» **TASK REQUIREMENTS**:
Which lines of the records contain "then"? Collect every one of them.

» **INFORMATION PROVIDED**:
______________________________
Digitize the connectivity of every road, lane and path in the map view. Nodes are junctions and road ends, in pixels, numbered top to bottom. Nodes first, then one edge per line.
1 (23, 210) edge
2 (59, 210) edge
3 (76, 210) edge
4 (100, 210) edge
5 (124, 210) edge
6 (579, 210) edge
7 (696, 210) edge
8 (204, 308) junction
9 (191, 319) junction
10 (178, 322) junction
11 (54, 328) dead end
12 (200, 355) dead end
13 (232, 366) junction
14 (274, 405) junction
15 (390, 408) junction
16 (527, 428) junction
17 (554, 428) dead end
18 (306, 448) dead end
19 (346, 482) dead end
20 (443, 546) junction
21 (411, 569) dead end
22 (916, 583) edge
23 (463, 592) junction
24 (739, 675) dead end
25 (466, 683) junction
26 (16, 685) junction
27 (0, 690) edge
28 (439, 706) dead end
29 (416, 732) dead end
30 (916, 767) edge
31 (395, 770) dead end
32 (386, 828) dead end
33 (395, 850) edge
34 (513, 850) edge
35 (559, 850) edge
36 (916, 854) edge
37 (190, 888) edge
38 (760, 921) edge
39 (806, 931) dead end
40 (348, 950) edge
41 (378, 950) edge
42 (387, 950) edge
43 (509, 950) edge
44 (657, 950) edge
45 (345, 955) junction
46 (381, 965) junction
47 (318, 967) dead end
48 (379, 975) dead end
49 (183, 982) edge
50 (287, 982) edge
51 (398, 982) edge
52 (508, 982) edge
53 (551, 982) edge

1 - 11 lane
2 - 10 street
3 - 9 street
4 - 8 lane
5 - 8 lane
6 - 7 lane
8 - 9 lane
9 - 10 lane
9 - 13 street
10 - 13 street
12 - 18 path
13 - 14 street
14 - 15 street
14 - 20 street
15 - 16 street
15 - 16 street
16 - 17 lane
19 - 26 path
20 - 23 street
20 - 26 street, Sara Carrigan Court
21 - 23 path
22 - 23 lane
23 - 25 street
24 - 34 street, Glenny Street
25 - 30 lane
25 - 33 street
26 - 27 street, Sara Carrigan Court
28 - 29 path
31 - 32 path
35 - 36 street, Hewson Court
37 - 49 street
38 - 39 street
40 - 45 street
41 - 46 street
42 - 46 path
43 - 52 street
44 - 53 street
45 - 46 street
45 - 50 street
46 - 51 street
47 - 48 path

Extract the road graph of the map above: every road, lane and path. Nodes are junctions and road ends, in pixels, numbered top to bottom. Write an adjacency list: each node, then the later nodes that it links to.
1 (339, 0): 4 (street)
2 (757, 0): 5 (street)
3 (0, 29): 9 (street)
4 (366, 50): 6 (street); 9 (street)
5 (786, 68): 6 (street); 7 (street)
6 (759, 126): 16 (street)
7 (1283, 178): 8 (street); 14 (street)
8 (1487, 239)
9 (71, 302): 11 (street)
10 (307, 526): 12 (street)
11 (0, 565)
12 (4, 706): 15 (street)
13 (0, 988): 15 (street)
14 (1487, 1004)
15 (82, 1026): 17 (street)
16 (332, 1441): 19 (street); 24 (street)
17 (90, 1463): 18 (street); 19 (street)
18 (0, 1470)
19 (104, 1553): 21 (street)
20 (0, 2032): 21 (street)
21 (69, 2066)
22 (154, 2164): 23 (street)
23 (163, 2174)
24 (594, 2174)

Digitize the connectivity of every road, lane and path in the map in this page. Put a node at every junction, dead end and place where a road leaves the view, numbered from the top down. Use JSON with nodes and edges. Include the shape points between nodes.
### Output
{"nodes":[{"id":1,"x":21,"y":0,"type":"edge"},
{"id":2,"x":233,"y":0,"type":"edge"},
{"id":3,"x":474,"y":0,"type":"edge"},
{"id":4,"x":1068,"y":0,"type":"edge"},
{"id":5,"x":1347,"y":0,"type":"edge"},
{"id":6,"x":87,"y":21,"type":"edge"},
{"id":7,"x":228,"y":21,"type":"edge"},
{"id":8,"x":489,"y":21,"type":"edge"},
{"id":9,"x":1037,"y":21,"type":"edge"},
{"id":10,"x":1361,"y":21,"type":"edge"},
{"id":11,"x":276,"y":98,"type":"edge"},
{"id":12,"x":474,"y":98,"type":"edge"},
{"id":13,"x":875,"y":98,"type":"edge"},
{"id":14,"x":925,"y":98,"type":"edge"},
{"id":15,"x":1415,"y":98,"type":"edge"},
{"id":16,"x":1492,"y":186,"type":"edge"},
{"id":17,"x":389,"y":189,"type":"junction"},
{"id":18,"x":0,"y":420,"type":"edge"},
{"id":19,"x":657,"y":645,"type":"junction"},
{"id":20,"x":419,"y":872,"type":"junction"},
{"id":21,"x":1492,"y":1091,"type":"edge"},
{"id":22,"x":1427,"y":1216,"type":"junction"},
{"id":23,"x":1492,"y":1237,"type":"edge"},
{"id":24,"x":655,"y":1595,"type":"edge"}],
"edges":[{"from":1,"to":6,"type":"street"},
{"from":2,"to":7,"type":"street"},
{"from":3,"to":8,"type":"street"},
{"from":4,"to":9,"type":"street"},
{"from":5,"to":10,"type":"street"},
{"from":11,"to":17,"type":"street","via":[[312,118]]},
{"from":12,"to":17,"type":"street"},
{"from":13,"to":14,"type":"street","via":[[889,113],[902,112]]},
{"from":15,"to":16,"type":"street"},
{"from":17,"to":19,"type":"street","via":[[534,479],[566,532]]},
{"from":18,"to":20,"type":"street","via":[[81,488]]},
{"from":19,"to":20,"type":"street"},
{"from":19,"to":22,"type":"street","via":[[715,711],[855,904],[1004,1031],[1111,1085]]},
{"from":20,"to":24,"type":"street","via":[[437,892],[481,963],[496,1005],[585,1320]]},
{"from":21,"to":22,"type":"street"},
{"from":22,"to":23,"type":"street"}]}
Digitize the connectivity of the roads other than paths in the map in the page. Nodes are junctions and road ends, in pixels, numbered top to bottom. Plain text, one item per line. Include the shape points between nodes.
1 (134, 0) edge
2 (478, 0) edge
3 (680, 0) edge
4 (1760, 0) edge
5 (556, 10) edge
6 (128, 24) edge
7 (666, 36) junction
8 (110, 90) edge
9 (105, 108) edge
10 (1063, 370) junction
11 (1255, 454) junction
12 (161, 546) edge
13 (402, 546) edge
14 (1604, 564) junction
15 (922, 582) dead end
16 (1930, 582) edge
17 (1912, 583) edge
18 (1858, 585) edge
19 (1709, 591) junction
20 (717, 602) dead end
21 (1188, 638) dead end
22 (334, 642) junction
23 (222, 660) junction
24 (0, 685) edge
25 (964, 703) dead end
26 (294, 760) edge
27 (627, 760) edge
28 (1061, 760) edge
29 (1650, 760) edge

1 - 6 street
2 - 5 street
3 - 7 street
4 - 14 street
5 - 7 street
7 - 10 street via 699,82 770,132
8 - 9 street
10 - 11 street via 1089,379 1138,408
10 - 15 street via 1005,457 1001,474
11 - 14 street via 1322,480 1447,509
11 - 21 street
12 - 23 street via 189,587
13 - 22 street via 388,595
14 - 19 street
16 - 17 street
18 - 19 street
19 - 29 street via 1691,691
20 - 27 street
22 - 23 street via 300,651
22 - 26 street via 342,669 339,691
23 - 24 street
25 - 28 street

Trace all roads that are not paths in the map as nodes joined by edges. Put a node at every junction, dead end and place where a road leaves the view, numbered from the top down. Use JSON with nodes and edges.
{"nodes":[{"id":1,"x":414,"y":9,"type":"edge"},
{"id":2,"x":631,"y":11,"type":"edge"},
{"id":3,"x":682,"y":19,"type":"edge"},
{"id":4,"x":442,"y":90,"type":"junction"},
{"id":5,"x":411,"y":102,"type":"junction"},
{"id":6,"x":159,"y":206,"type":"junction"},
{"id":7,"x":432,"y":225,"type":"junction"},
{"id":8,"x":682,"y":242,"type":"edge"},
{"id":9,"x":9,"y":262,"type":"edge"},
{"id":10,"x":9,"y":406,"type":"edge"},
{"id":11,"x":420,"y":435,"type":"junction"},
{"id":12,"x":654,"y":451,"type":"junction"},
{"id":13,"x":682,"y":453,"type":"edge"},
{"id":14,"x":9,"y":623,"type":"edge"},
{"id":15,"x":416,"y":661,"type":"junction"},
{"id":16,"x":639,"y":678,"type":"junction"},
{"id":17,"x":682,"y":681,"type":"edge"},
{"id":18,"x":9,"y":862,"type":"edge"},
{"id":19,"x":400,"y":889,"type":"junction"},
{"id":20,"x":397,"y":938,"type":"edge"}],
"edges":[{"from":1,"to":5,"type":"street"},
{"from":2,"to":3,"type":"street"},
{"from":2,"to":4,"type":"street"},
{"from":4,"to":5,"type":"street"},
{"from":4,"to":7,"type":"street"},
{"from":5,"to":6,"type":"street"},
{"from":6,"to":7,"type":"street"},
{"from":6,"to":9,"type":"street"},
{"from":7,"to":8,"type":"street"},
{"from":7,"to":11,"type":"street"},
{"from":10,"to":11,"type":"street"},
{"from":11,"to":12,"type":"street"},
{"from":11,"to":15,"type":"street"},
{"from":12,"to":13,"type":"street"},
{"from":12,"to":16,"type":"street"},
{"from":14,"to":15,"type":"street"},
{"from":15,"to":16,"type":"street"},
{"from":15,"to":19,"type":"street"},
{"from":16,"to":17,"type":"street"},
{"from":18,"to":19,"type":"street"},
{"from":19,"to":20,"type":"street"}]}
______________________________
» **TASK SOLUTION**:
Digitize the connectivity of every road, lane and path in the map view. Nodes are junctions and road ends, in pixels, numbered top to bottom. Nodes first, then one edge per line.
Extract the road graph of the map above: every road, lane and path. Nodes are junctions and road ends, in pixels, numbered top to bottom. Write an adjacency list: each node, then the later nodes that it links to.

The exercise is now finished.